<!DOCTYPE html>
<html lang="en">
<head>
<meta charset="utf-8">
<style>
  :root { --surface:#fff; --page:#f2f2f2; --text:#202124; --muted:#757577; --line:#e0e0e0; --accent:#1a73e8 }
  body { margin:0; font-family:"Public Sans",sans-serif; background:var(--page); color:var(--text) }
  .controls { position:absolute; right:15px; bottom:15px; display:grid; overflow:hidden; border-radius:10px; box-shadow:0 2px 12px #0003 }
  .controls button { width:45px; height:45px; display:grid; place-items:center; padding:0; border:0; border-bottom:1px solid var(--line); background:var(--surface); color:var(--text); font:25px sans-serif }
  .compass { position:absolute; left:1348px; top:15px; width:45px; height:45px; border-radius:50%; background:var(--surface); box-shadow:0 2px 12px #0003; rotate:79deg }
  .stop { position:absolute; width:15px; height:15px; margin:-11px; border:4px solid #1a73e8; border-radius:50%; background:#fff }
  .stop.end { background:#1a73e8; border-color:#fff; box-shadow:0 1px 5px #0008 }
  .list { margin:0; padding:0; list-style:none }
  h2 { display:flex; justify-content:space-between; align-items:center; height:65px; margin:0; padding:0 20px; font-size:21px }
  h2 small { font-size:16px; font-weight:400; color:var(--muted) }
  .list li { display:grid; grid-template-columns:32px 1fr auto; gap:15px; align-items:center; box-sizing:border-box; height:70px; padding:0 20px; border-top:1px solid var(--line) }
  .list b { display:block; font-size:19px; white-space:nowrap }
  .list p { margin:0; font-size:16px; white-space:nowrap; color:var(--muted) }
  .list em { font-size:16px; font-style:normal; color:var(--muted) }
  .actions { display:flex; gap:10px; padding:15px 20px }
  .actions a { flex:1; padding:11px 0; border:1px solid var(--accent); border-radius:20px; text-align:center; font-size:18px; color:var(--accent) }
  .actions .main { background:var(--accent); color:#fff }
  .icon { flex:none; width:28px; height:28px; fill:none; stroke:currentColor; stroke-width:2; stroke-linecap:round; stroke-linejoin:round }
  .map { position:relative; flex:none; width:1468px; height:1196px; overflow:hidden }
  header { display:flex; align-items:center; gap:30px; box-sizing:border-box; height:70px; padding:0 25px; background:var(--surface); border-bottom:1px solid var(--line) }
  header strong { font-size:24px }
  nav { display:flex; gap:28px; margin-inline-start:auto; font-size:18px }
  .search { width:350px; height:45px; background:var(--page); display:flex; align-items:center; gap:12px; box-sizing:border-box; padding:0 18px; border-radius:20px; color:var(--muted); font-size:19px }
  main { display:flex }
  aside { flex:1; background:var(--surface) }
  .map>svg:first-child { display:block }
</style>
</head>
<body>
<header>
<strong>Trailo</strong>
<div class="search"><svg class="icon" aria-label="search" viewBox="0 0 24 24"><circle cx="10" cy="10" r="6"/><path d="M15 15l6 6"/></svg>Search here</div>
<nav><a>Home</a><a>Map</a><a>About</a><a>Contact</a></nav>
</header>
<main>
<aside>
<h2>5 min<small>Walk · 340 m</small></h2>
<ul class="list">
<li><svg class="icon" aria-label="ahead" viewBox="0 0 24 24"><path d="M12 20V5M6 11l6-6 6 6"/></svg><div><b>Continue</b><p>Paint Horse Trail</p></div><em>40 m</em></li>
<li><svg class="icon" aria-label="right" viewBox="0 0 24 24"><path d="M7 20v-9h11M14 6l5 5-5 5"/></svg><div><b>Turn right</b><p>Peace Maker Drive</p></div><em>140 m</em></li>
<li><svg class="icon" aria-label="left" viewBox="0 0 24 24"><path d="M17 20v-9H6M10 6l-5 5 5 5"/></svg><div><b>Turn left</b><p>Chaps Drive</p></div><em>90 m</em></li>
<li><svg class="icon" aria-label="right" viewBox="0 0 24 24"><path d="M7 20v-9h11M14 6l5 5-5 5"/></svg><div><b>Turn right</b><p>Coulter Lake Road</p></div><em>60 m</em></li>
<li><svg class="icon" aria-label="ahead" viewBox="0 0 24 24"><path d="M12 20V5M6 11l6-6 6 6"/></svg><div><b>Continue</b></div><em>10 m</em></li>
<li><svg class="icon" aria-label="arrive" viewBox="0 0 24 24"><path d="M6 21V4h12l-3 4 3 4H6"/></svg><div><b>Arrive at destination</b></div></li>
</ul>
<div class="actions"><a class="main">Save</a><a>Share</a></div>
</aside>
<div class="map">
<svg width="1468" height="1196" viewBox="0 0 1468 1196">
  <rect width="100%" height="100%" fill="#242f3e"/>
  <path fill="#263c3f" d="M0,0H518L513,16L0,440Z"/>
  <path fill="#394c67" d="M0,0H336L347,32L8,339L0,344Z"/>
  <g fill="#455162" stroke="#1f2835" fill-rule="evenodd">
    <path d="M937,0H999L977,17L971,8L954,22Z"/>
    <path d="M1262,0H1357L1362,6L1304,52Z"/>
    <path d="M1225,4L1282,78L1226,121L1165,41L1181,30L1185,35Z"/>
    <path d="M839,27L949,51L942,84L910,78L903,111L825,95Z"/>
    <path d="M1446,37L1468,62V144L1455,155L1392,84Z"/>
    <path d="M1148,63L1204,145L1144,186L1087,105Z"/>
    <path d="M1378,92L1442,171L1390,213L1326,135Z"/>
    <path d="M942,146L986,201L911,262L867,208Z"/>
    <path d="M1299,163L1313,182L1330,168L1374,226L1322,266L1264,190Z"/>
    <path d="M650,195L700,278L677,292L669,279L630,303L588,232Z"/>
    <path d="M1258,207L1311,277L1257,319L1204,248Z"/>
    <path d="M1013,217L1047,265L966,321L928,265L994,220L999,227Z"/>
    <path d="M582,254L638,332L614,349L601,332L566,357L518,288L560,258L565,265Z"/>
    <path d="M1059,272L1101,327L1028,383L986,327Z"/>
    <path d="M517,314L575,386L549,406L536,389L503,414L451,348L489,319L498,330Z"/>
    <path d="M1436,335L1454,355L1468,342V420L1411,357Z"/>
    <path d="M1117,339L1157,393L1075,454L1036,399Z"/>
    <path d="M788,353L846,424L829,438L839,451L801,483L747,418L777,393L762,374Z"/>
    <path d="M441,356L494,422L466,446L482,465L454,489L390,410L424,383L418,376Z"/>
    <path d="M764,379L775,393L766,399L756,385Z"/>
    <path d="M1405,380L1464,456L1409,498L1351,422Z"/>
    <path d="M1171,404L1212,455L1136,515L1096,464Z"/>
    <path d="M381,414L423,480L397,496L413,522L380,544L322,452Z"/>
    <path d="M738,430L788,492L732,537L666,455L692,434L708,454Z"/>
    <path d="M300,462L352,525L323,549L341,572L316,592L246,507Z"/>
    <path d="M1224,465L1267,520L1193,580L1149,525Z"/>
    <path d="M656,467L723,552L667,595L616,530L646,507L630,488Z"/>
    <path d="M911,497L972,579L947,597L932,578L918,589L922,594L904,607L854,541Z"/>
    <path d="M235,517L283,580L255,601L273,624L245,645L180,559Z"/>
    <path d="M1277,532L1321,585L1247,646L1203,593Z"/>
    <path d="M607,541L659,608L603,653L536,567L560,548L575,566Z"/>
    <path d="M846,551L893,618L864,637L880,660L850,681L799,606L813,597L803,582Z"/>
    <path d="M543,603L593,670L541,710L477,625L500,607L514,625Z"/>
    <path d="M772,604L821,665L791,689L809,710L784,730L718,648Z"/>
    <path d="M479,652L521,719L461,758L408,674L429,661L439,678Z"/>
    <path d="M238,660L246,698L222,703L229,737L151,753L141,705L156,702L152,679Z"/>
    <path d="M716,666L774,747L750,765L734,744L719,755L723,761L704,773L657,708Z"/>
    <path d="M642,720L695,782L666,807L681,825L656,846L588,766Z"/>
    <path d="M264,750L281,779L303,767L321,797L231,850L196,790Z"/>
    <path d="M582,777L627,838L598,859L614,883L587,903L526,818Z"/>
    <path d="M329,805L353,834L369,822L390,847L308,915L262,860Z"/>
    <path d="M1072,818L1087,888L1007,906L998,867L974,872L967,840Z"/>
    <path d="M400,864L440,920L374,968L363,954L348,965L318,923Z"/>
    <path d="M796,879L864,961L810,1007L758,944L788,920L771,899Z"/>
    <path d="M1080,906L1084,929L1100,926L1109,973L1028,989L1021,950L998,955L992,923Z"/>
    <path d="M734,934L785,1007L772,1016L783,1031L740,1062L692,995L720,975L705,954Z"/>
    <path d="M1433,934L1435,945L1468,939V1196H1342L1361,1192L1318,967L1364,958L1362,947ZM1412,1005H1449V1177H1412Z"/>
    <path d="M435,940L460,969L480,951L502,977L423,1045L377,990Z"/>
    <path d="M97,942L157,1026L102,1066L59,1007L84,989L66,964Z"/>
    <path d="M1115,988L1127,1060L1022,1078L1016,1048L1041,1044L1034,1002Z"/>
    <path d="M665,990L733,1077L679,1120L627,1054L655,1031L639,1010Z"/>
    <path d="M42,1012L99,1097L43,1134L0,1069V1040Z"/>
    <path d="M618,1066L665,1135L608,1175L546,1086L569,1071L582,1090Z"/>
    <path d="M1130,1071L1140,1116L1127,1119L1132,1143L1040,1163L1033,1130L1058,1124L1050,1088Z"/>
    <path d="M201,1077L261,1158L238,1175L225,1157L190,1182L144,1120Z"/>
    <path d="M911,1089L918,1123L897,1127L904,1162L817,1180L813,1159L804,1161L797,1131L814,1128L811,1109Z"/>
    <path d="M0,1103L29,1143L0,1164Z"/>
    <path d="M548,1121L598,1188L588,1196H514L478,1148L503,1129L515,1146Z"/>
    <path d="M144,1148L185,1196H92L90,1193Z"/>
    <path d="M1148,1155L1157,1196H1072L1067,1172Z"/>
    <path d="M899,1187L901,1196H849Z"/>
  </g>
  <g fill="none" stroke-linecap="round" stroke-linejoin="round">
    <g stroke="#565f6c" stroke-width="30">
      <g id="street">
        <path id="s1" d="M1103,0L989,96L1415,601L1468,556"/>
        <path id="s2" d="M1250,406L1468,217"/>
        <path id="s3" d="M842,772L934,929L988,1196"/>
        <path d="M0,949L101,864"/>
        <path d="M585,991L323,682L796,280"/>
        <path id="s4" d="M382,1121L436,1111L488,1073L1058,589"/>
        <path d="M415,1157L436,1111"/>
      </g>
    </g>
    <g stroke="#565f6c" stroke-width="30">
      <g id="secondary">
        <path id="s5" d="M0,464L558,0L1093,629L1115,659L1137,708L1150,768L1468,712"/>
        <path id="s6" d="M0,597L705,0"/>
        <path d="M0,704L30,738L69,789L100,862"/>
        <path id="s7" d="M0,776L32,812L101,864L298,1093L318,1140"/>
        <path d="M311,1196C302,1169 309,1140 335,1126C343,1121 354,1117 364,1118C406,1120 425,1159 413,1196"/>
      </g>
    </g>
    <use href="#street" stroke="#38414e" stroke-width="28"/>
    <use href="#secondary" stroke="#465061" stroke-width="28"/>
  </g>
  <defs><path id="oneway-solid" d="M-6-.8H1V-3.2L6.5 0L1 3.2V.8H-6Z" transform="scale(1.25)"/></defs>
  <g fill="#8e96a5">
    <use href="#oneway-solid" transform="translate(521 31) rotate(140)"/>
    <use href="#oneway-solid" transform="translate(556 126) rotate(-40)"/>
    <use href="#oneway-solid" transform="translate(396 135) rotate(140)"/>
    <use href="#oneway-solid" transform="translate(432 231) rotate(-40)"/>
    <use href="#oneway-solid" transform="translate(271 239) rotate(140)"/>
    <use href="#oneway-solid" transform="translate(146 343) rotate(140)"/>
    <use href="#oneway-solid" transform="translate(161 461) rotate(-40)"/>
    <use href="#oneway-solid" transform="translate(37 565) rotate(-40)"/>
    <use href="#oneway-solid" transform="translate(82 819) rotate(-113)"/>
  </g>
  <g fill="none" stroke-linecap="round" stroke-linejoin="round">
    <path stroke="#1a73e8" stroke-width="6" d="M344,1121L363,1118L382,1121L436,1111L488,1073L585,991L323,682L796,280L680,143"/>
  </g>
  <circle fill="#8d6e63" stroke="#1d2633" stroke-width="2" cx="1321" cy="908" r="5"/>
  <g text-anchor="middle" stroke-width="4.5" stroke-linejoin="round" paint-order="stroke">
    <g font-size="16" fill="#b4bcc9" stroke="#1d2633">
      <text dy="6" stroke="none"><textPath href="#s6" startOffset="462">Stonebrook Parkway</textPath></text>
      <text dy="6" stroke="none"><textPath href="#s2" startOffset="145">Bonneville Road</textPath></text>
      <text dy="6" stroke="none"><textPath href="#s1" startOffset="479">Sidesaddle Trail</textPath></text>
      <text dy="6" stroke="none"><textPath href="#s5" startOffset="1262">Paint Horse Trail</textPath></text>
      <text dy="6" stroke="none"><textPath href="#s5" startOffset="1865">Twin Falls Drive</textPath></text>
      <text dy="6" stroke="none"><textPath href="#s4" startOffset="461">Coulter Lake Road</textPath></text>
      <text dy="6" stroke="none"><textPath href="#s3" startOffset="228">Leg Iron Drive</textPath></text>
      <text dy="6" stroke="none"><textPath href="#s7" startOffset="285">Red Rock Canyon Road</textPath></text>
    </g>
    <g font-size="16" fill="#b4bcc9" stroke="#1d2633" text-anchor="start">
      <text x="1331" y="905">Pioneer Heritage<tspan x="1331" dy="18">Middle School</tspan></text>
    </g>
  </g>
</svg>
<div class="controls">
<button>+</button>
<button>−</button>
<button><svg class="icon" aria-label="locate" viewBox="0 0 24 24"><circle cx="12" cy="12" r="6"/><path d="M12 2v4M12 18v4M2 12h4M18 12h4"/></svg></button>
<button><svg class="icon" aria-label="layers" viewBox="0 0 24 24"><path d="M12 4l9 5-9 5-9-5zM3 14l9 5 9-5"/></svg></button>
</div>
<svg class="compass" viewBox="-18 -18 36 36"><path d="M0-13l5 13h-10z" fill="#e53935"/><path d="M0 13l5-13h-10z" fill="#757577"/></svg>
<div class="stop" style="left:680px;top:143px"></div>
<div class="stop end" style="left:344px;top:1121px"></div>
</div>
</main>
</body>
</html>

**What you have to do**
Identify every line above with the string "aside" in it. Copy those lines.

**Written answer**
  aside { flex:1; background:var(--surface) }
<aside>
</aside>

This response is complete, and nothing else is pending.